Implementation 11: The apparatus of implementation 1, wherein the top surface of the window is non-planar.

Implementation 12: The apparatus of implementation 1, wherein the bottom surface of the window is non-planar.

Implementation 13: The apparatus of Implementation 1, wherein the bottom surface of the window is in contact with at least the first set of LEDs.

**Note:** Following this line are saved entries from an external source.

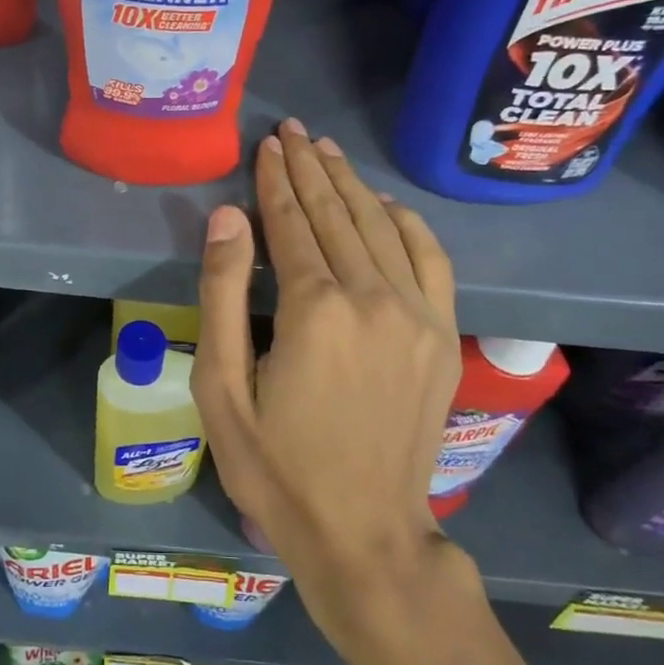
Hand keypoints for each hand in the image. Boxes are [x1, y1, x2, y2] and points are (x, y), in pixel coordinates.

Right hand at [194, 119, 479, 661]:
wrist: (364, 532)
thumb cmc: (276, 468)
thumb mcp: (222, 389)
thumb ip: (222, 295)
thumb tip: (228, 217)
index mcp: (315, 310)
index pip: (291, 224)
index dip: (275, 182)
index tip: (265, 146)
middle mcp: (373, 298)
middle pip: (336, 215)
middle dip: (309, 169)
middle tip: (292, 132)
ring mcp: (417, 314)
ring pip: (380, 228)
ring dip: (350, 185)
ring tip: (325, 152)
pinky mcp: (442, 335)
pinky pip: (430, 258)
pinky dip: (406, 223)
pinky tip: (385, 203)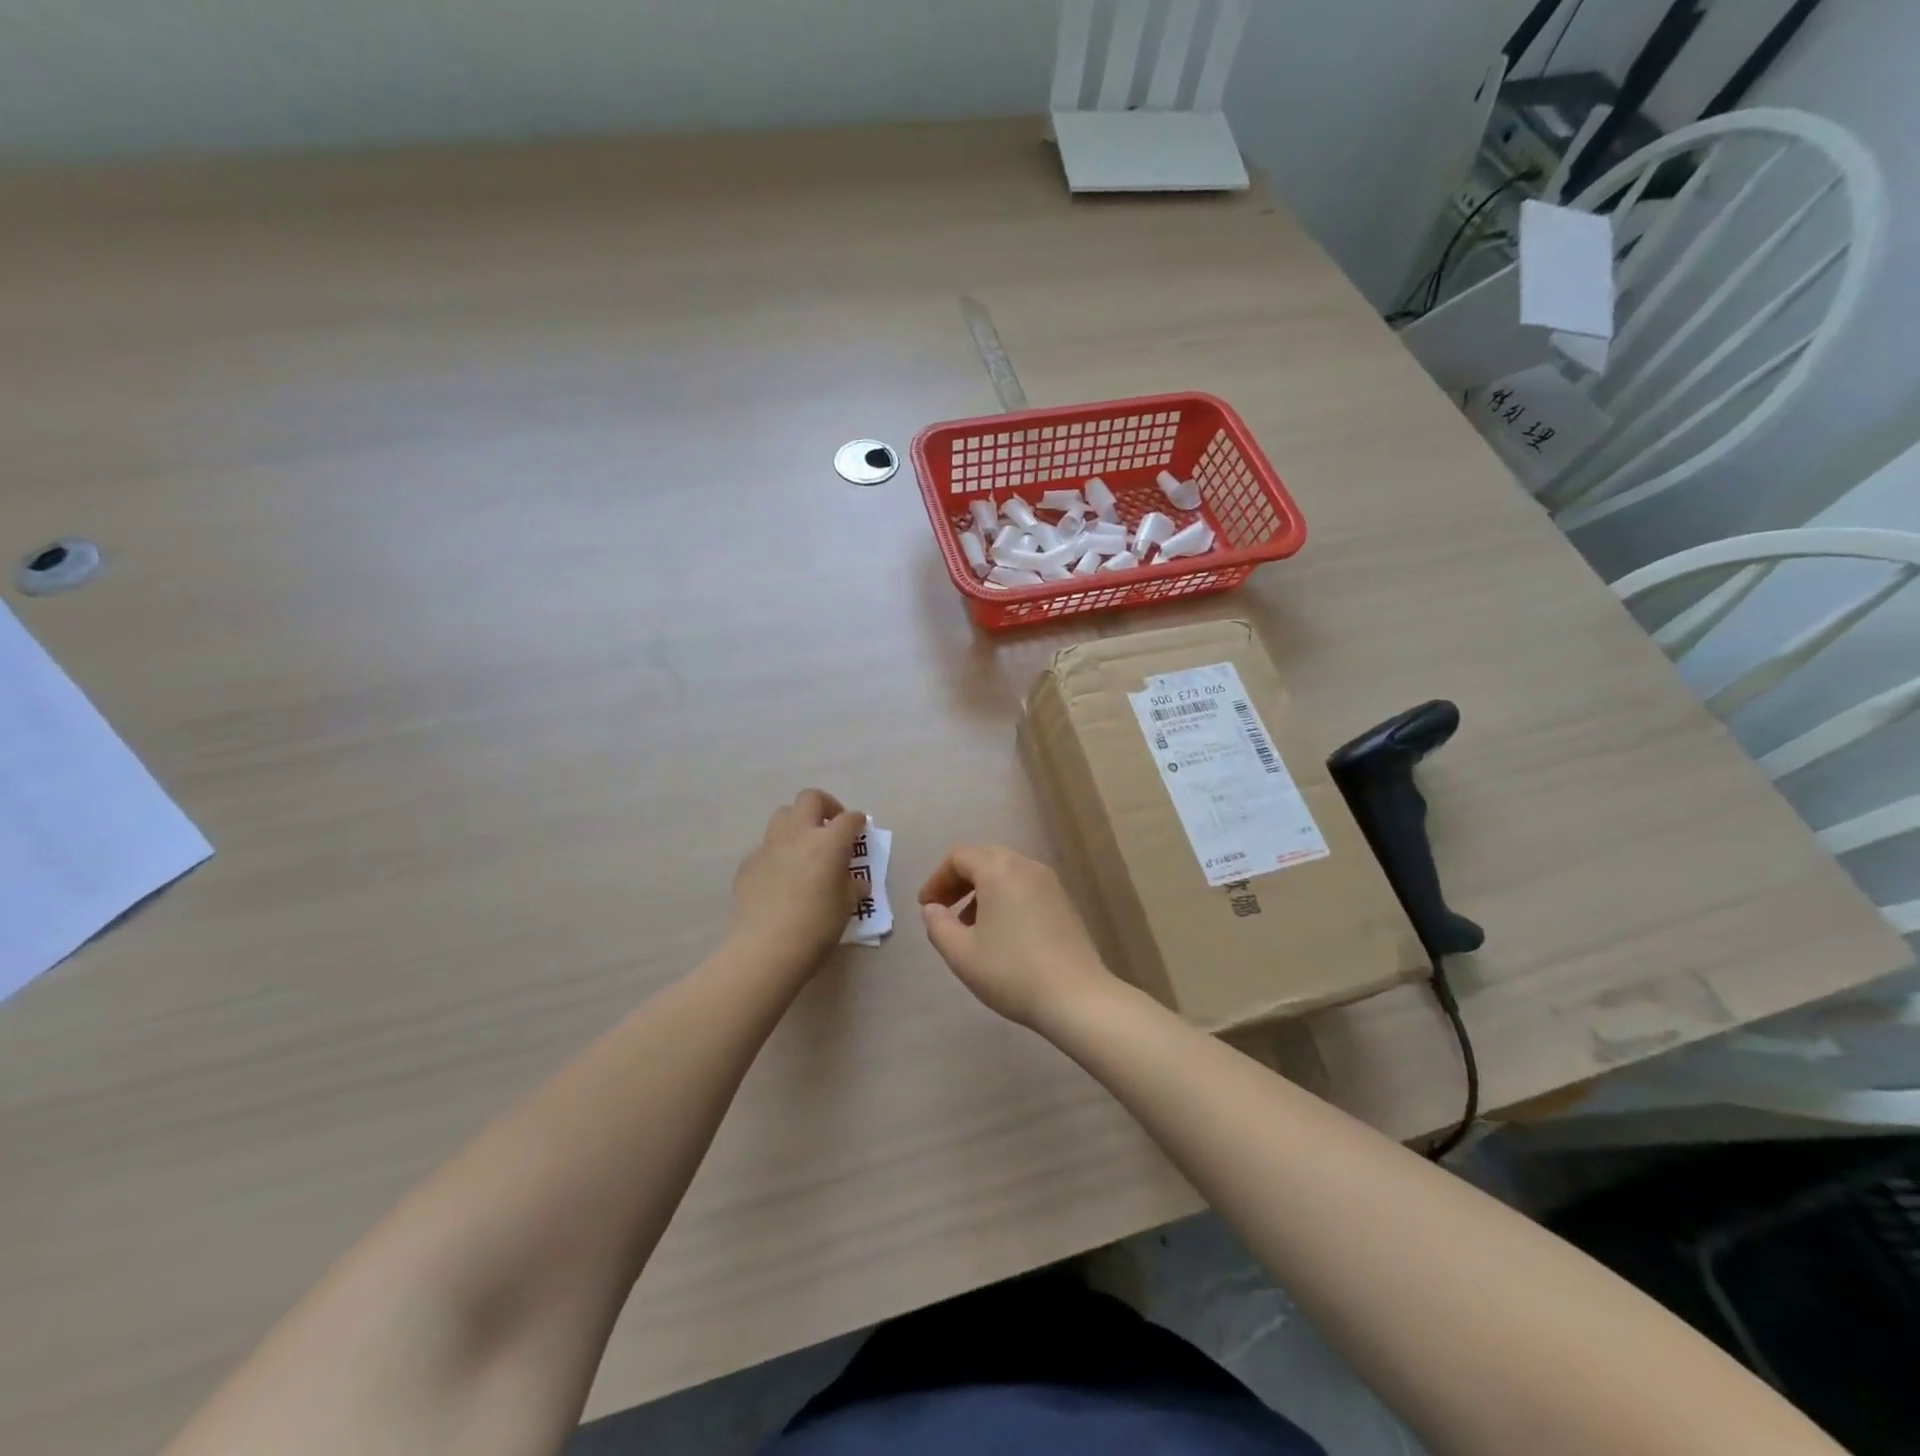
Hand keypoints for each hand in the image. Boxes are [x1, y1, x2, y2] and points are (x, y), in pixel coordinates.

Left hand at [729, 789, 866, 971]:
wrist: (765, 949)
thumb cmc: (817, 927)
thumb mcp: (847, 907)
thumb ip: (852, 886)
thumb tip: (854, 880)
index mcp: (829, 842)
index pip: (849, 819)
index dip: (857, 821)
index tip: (860, 829)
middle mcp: (798, 834)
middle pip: (810, 799)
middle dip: (825, 806)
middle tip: (832, 826)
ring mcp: (769, 846)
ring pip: (783, 816)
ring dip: (798, 822)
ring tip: (806, 846)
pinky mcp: (748, 863)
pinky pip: (766, 847)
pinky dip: (778, 852)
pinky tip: (782, 877)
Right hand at [917, 844, 1115, 1027]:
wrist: (1077, 997)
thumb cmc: (1012, 972)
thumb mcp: (961, 954)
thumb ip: (938, 925)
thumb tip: (933, 909)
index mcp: (999, 870)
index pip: (959, 857)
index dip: (937, 879)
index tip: (926, 907)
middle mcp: (1026, 866)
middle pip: (984, 859)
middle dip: (959, 882)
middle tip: (944, 911)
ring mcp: (1050, 883)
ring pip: (1007, 873)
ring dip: (982, 892)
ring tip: (971, 927)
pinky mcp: (1065, 902)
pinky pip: (1026, 887)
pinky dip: (1006, 899)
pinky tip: (1002, 934)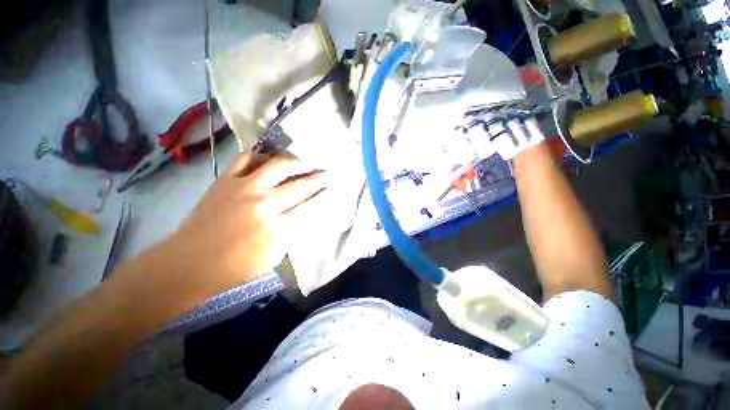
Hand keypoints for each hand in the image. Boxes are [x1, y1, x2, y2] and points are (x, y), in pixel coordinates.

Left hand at [157, 152, 329, 295]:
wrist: (191, 262)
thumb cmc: (237, 267)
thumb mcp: (275, 256)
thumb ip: (291, 232)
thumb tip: (304, 212)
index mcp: (277, 228)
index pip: (308, 206)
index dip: (321, 195)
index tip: (331, 187)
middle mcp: (263, 204)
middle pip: (298, 186)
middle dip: (317, 177)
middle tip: (327, 171)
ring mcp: (243, 189)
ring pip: (277, 166)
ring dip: (296, 162)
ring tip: (305, 161)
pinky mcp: (225, 181)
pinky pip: (246, 158)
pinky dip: (261, 155)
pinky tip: (270, 160)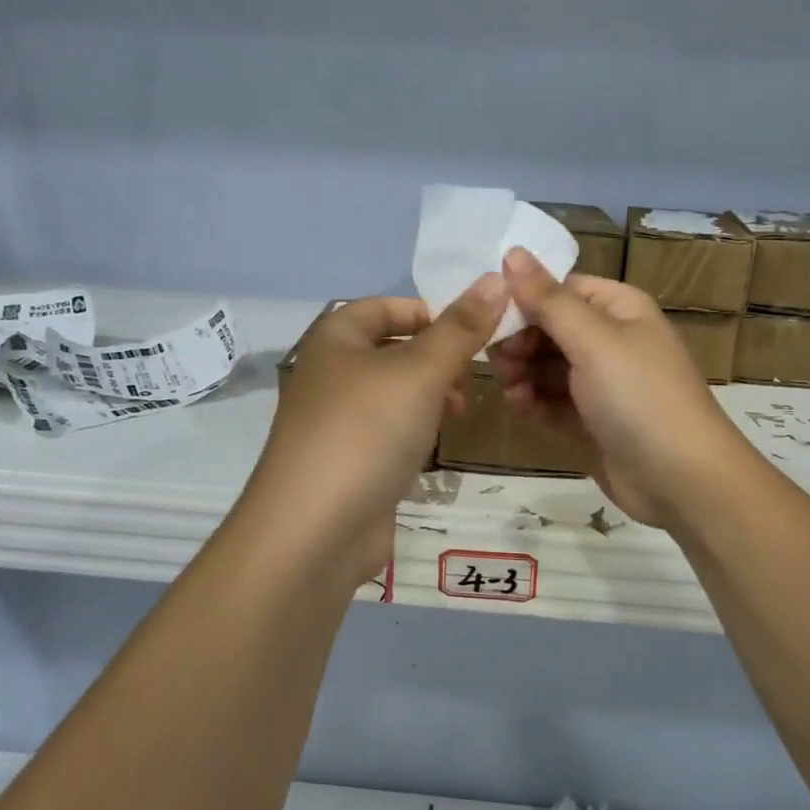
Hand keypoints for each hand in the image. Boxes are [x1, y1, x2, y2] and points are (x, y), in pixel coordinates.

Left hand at [243, 278, 505, 586]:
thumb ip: (460, 329)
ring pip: (395, 393)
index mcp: (335, 337)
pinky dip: (414, 431)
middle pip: (394, 348)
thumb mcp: (420, 371)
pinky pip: (388, 431)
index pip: (387, 305)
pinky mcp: (347, 461)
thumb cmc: (366, 432)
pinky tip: (433, 447)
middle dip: (438, 359)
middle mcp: (330, 373)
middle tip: (469, 381)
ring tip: (459, 415)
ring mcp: (336, 421)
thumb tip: (495, 278)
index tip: (473, 336)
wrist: (314, 530)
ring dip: (430, 397)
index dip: (432, 313)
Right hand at [492, 249, 749, 528]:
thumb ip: (548, 298)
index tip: (489, 318)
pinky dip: (534, 402)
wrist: (681, 479)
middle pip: (550, 328)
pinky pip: (553, 401)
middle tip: (499, 361)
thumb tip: (513, 250)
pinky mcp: (593, 420)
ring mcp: (602, 383)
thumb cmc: (639, 396)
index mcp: (619, 308)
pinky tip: (520, 408)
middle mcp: (611, 340)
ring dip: (523, 374)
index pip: (561, 289)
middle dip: (520, 341)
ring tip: (511, 389)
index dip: (525, 299)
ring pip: (547, 366)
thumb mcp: (593, 340)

Implementation 14: The apparatus of implementation 1, wherein the pedestal further includes a sidewall, and the exterior region of the window is thermally connected to the sidewall such that heat can be transferred between the exterior region and the sidewall. The equipment that is being used.

Implementation 15: The apparatus of implementation 1, wherein the substrate heater further comprises a printed circuit board containing a reflective material on which the LED is supported.

Implementation 16: The apparatus of Implementation 1, wherein the pedestal includes a bowl in which the substrate heater is positioned, the bowl including one or more sidewalls having an outer surface comprising the reflective material.

Implementation 17: The apparatus of implementation 1, wherein the pedestal is thermally connected to the LED such that heat can be transferred between the LED and the pedestal cooler; The apparatus, further comprising: a pedestal cooler comprising channels and configured to flow a cooling fluid within the at least one channel.

Implementation 18: The apparatus of implementation 17, wherein the pedestal further comprises a pedestal heater configured to heat one or more exterior surfaces of the pedestal.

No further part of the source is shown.